EXERCISE MATERIAL section start
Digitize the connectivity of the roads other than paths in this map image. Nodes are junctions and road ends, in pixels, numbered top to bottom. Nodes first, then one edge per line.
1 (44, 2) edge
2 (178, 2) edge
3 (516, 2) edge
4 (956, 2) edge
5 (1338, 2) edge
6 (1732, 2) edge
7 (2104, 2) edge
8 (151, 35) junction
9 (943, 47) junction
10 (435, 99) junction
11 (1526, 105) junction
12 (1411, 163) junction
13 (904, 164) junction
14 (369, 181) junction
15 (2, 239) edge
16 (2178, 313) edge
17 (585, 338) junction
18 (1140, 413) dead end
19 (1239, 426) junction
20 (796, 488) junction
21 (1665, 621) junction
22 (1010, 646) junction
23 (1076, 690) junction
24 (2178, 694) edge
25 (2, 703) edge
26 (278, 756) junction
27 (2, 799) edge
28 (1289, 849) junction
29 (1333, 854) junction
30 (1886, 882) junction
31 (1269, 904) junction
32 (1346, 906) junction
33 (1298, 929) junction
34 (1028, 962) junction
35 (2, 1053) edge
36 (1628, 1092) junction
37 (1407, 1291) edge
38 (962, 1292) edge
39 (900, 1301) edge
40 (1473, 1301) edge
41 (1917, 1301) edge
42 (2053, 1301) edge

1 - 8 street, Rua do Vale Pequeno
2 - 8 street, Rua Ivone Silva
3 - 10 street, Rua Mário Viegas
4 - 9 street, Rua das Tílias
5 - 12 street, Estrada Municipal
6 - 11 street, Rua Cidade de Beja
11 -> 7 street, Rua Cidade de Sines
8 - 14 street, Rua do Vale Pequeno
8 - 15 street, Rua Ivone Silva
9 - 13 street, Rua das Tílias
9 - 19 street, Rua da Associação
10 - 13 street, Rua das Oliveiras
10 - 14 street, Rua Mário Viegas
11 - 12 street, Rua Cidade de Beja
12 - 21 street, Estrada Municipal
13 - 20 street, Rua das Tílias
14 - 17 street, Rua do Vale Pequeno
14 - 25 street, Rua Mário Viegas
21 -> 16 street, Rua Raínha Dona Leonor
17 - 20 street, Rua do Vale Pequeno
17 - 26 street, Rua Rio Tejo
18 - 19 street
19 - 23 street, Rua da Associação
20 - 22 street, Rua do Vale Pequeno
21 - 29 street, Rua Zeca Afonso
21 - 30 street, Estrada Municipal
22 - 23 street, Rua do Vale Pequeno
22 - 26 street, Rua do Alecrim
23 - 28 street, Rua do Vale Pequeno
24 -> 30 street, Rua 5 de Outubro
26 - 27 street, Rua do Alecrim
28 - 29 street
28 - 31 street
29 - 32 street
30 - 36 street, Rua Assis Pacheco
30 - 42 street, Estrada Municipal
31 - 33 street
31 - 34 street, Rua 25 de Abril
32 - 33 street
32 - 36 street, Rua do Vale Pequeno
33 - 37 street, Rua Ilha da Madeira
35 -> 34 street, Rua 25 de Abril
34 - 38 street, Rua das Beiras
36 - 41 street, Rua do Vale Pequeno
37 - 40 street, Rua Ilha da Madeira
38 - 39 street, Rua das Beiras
EXERCISE MATERIAL section end
__THE TASK__.
Repeat the whole of the data verbatim, as it reads above.

__TASK RESPONSE__.
Digitize the connectivity of the roads other than paths in this map image. Nodes are junctions and road ends, in pixels, numbered top to bottom. Nodes first, then one edge per line.
1 (44, 2) edge
2 (178, 2) edge
3 (516, 2) edge
4 (956, 2) edge
5 (1338, 2) edge
6 (1732, 2) edge
7 (2104, 2) edge
8 (151, 35) junction
9 (943, 47) junction
10 (435, 99) junction
11 (1526, 105) junction
12 (1411, 163) junction
13 (904, 164) junction
14 (369, 181) junction
15 (2, 239) edge
16 (2178, 313) edge
17 (585, 338) junction
18 (1140, 413) dead end
19 (1239, 426) junction
20 (796, 488) junction
21 (1665, 621) junction
22 (1010, 646) junction
23 (1076, 690) junction
24 (2178, 694) edge
25 (2, 703) edge
26 (278, 756) junction
27 (2, 799) edge
28 (1289, 849) junction
29 (1333, 854) junction
30 (1886, 882) junction
31 (1269, 904) junction
32 (1346, 906) junction
33 (1298, 929) junction
34 (1028, 962) junction
35 (2, 1053) edge
36 (1628, 1092) junction
37 (1407, 1291) edge
38 (962, 1292) edge
39 (900, 1301) edge
40 (1473, 1301) edge
41 (1917, 1301) edge
42 (2053, 1301) edge

1 - 8 street, Rua do Vale Pequeno
2 - 8 street, Rua Ivone Silva
3 - 10 street, Rua Mário Viegas
4 - 9 street, Rua das Tílias
5 - 12 street, Estrada Municipal
6 - 11 street, Rua Cidade de Beja
11 -> 7 street, Rua Cidade de Sines
8 - 14 street, Rua do Vale Pequeno
8 - 15 street, Rua Ivone Silva
9 - 13 street, Rua das Tílias
9 - 19 street, Rua da Associação
10 - 13 street, Rua das Oliveiras
10 - 14 street, Rua Mário Viegas
11 - 12 street, Rua Cidade de Beja
12 - 21 street, Estrada Municipal
13 - 20 street, Rua das Tílias
14 - 17 street, Rua do Vale Pequeno
14 - 25 street, Rua Mário Viegas
21 -> 16 street, Rua Raínha Dona Leonor
17 - 20 street, Rua do Vale Pequeno
17 - 26 street, Rua Rio Tejo
18 - 19 street
19 - 23 street, Rua da Associação
20 - 22 street, Rua do Vale Pequeno
21 - 29 street, Rua Zeca Afonso
21 - 30 street, Estrada Municipal
22 - 23 street, Rua do Vale Pequeno
22 - 26 street, Rua do Alecrim
23 - 28 street, Rua do Vale Pequeno
24 -> 30 street, Rua 5 de Outubro
26 - 27 street, Rua do Alecrim
28 - 29 street
28 - 31 street
29 - 32 street
30 - 36 street, Rua Assis Pacheco
30 - 42 street, Estrada Municipal
31 - 33 street
31 - 34 street, Rua 25 de Abril
32 - 33 street
32 - 36 street, Rua do Vale Pequeno
33 - 37 street, Rua Ilha da Madeira
35 -> 34 street, Rua 25 de Abril
34 - 38 street, Rua das Beiras
36 - 41 street, Rua do Vale Pequeno
37 - 40 street, Rua Ilha da Madeira
38 - 39 street, Rua das Beiras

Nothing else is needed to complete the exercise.